(Records shown begins)
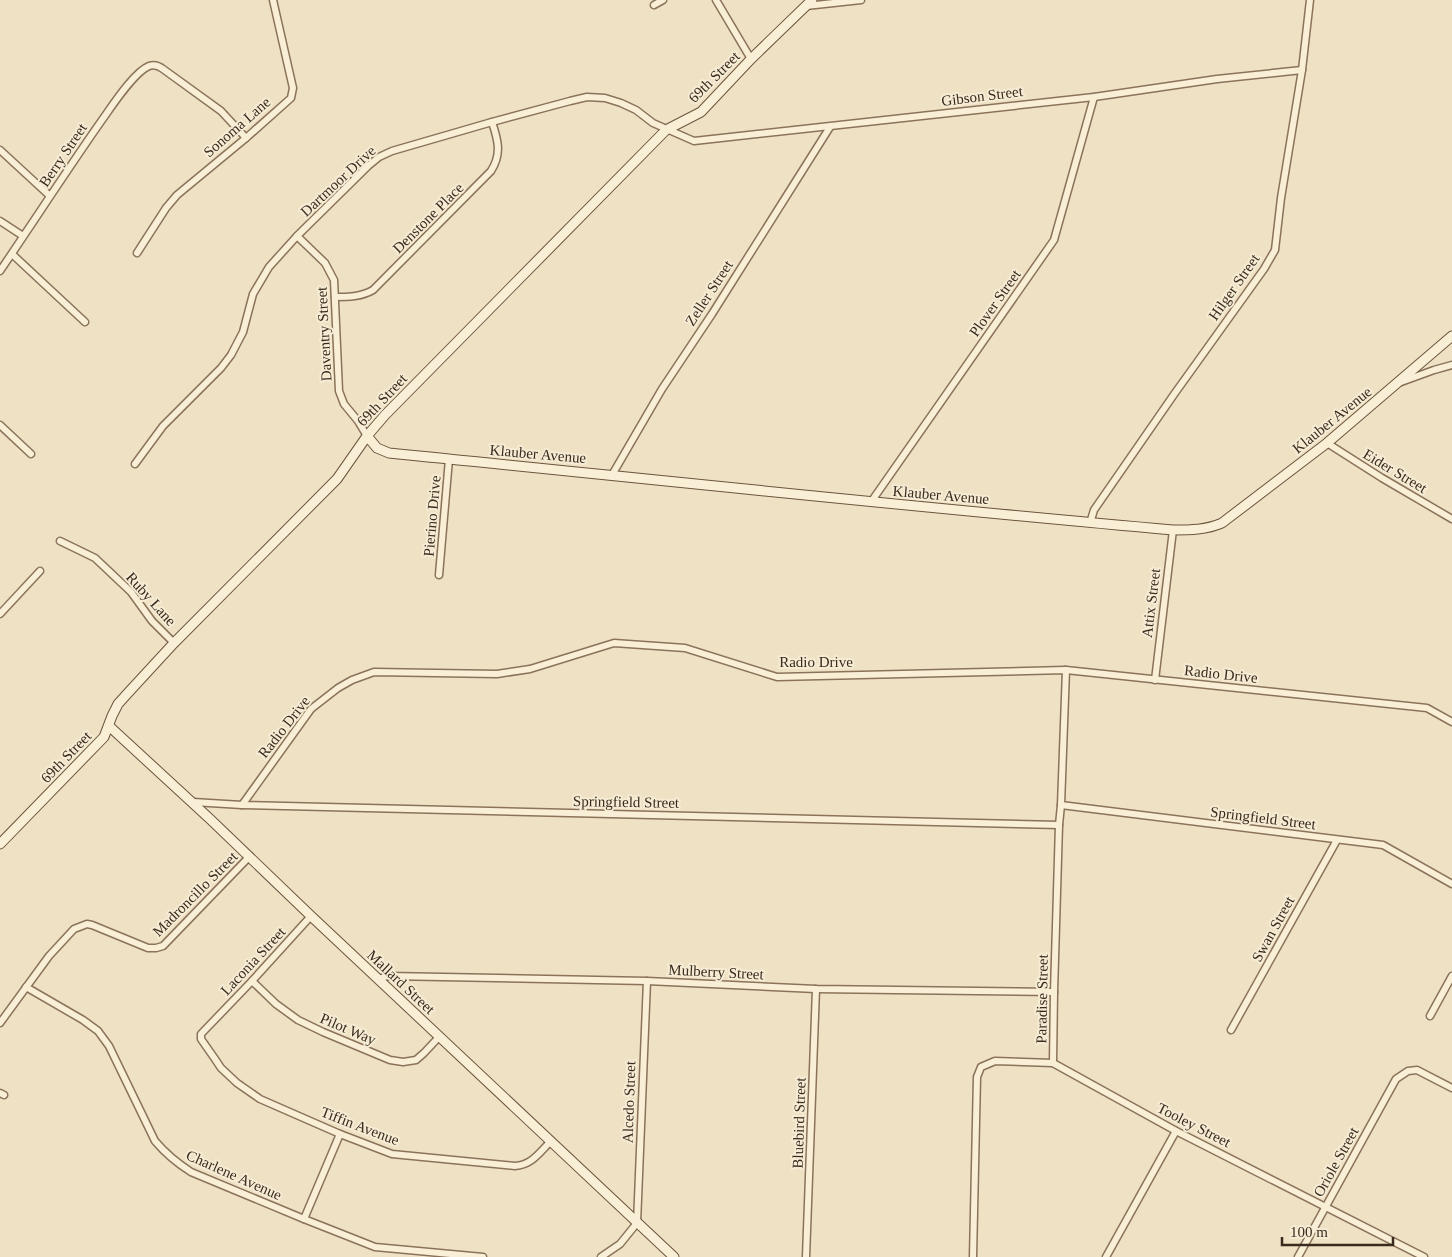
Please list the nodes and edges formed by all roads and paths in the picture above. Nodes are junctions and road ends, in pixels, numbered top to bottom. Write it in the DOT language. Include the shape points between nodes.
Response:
graph roads {
  1 [pos="273,0"];
  2 [pos="663,0"];
  3 [pos="716,0"];
  4 [pos="861,0"];
  5 [pos="1310,0"];
  6 [pos="809,3"];
  7 [pos="654,5"];
  8 [pos="751,59"];
  9 [pos="1302,70"];
  10 [pos="1094,97"];
  11 [pos="492,122"];
  12 [pos="830,127"];
  13 [pos="666,130"];
  14 [pos="246,138"];
  15 [pos="0,150"];
  16 [pos="50,196"];
  17 [pos="0,221"];
  18 [pos="22,236"];
  19 [pos="298,236"];
  20 [pos="137,253"];
  21 [pos="12,254"];
  22 [pos="0,271"];
  23 [pos="334,297"];
  24 [pos="85,322"];
  25 [pos="1452,336"];
  26 [pos="1452,365"];
  27 [pos="1388,392"];
  28 [pos="0,426"];
  29 [pos="367,436"];
  30 [pos="1327,443"];
  31 [pos="31,454"];
  32 [pos="449,459"];
  33 [pos="134,464"];
  34 [pos="612,474"];
  35 [pos="872,502"];
  36 [pos="1452,519"];
  37 [pos="1090,523"];
  38 [pos="1173,530"];
  39 [pos="60,541"];
  40 [pos="40,571"];
  41 [pos="439,575"];
  42 [pos="0,614"];
  43 [pos="174,643"];
  44 [pos="1066,670"];
  45 [pos="1155,680"];
  46 [pos="1452,722"];
  47 [pos="109,726"];
  48 [pos="193,802"];
  49 [pos="242,805"];
  50 [pos="1061,805"];
  51 [pos="1059,825"];
  52 [pos="1337,840"];
  53 [pos="0,844"];
  54 [pos="250,856"];
  55 [pos="1452,884"];
  56 [pos="311,916"];
  57 [pos="1452,976"];
  58 [pos="378,979"];
  59 [pos="252,981"];
  60 [pos="647,981"];
  61 [pos="26,987"];
  62 [pos="816,989"];
  63 [pos="1054,992"];
  64 [pos="1430,1016"];
  65 [pos="0,1023"];
  66 [pos="212,1023"];
  67 [pos="1232,1030"];
  68 [pos="439,1037"];
  69 [pos="1053,1063"];
  70 [pos="1452,1088"];
  71 [pos="1176,1131"];
  72 [pos="340,1134"];
  73 [pos="551,1141"];
  74 [pos="1326,1206"];
  75 [pos="304,1219"];
  76 [pos="637,1223"];
  77 [pos="483,1257"];
  78 [pos="601,1257"];
  79 [pos="674,1257"];
  80 [pos="806,1257"];
  81 [pos="974,1257"];
  82 [pos="1106,1257"];
  83 [pos="1298,1257"];
  84 [pos="1424,1257"];
  1 -- 14 [label="street, Sonoma Lane" via="293,88 290,98"];
  2 -- 7 [label="street"];
  3 -- 8 [label="street"];
  4 -- 6 [label="street"];
  5 -- 9 [label="street, Hilger Street"];
  6 -- 8 [label="street, 69th Street"];
  8 -- 13 [label="street, 69th Street" via="701,112"];
  9 -- 10 [label="street, Gibson Street"];
  9 -- 37 [label="street, Hilger Street" via="1274,250 1264,269 1094,510"];
  10 -- 12 [label="street, Gibson Street"];
  10 -- 35 [label="street, Plover Street" via="1054,240"];
  11 -- 13 [label="street, Dartmoor Drive" via="596,97 629,106"];
  11 -- 19 [label="street, Dartmoor Drive" via="399,148 380,157"];
  11 -- 23 [label="street, Denstone Place" via="499,151 491,171 373,290 366,295"];
  12 -- 13 [label="street, Gibson Street" via="694,141"];
  12 -- 34 [label="street, Zeller Street" via="662,389"];
  13 -- 29 [label="street, 69th Street"];
  14 -- 16 [label="street, Berry Street" via="221,111 163,69 150,65 125,88"];
  14 -- 20 [label="street, Sonoma Lane" via="177,195"];
  15 -- 16 [label="street"];
  16 -- 18 [label="street, Berry Street"];
  17 -- 18 [label="street"];
  18 -- 21 [label="street, Berry Street"];
  19 -- 23 [label="street, Daventry Street" via="329,268 334,280"];
  19 -- 33 [label="street, Dartmoor Drive" via="269,267 258,285 243,332 231,355 163,426"];
  21 -- 22 [label="street, Berry Street"];
  21 -- 24 [label="street"];
  23 -- 29 [label="street, Daventry Street" via="339,392"];
  25 -- 27 [label="street, Klauber Avenue"];
  26 -- 27 [label="street" via="1403,381"];
  27 -- 30 [label="street, Klauber Avenue"];
  28 -- 31 [label="street"];
  29 -- 32 [label="street, Klauber Avenue" via="377,448 389,453"];
  29 -- 43 [label="street, 69th Street" via="337,479"];
  30 -- 36 [label="street, Eider Street"];
  30 -- 38 [label="street, Klauber Avenue" via="1222,524 1196,530"];
  32 -- 34 [label="street, Klauber Avenue"];
  32 -- 41 [label="street, Pierino Drive"];
  34 -- 35 [label="street, Klauber Avenue"];
  35 -- 37 [label="street, Klauber Avenue"];
  37 -- 38 [label="street, Klauber Avenue"];
  38 -- 45 [label="street, Attix Street"];
  39 -- 43 [label="street, Ruby Lane" via="95,558 132,592 152,621"];
  40 -- 42 [label="street"];
  43 -- 47 [label="street, 69th Street" via="118,704"];
  44 -- 45 [label="street, Radio Drive"];
  44 -- 49 [label="street, Radio Drive" via="777,676 685,648 614,643 530,669 497,674 374,672 338,688 311,709"];
  44 -- 50 [label="street, Paradise Street"];
  45 -- 46 [label="street, Radio Drive" via="1427,708"];
  47 -- 48 [label="street, Mallard Street"];
  47 -- 53 [label="street, 69th Street" via="104,737"];
  48 -- 49 [label="street, Springfield Street"];
  48 -- 54 [label="street, Mallard Street"];
  49 -- 51 [label="street, Springfield Street"];
  50 -- 51 [label="street, Paradise Street"];
  50 -- 52 [label="street, Springfield Street"];
  51 -- 63 [label="street, Paradise Street"];
  52 -- 55 [label="street, Springfield Street" via="1383,845"];
  52 -- 67 [label="street, Swan Street"];
  54 -- 56 [label="street, Mallard Street"];
  54 -- 61 [label="street, Madroncillo Street" via="163,946 148,948 87,924 74,928"];
  56 -- 58 [label="street, Mallard Street"];
  56 -- 59 [label="street, Laconia Street"];
  57 -- 64 [label="street"];
  58 -- 60 [label="street, Mulberry Street" via="388,976"];
  58 -- 68 [label="street, Mallard Street"];
  59 -- 66 [label="street, Laconia Street"];
  59 -- 68 [label="street, Pilot Way" via="298,1020 390,1060 416,1060"];
  60 -- 62 [label="street, Mulberry Street"];
  60 -- 76 [label="street, Alcedo Street"];
  61 -- 65 [label="street, Madroncillo Street"];
  61 -- 75 [label="street, Charlene Avenue" via="98,1031 110,1046 155,1141 175,1162 191,1172"];
  62 -- 63 [label="street, Mulberry Street"];
  62 -- 80 [label="street, Bluebird Street"];
  63 -- 69 [label="street, Paradise Street"];
  66 -- 72 [label="street, Tiffin Avenue" via="201,1034 201,1039 221,1068 237,1083 260,1099"];
  68 -- 73 [label="street, Mallard Street"];
  69 -- 71 [label="street, Tooley Street"];
  69 -- 81 [label="street, Paradise Street" via="994,1061 981,1067 977,1077"];
  70 -- 74 [label="street, Oriole Street" via="1417,1070 1408,1071 1396,1080"];
  71 -- 74 [label="street, Tooley Street"];
  71 -- 82 [label="street"];
  72 -- 73 [label="street, Tiffin Avenue" via="392,1154 516,1166 532,1161"];
  72 -- 75 [label="street"];
  73 -- 76 [label="street, Mallard Street"];
  74 -- 83 [label="street, Oriole Street"];
  74 -- 84 [label="street, Tooley Street"];
  75 -- 77 [label="street, Charlene Avenue" via="376,1247"];
  76 -- 78 [label="street" via="620,1244"];
  76 -- 79 [label="street, Mallard Street"];
}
(Records shown ends)
Return every line above where "Gibson" appears.

  9 -- 10 [label="street, Gibson Street"];
  10 -- 12 [label="street, Gibson Street"];
  12 -- 13 [label="street, Gibson Street" via="694,141"];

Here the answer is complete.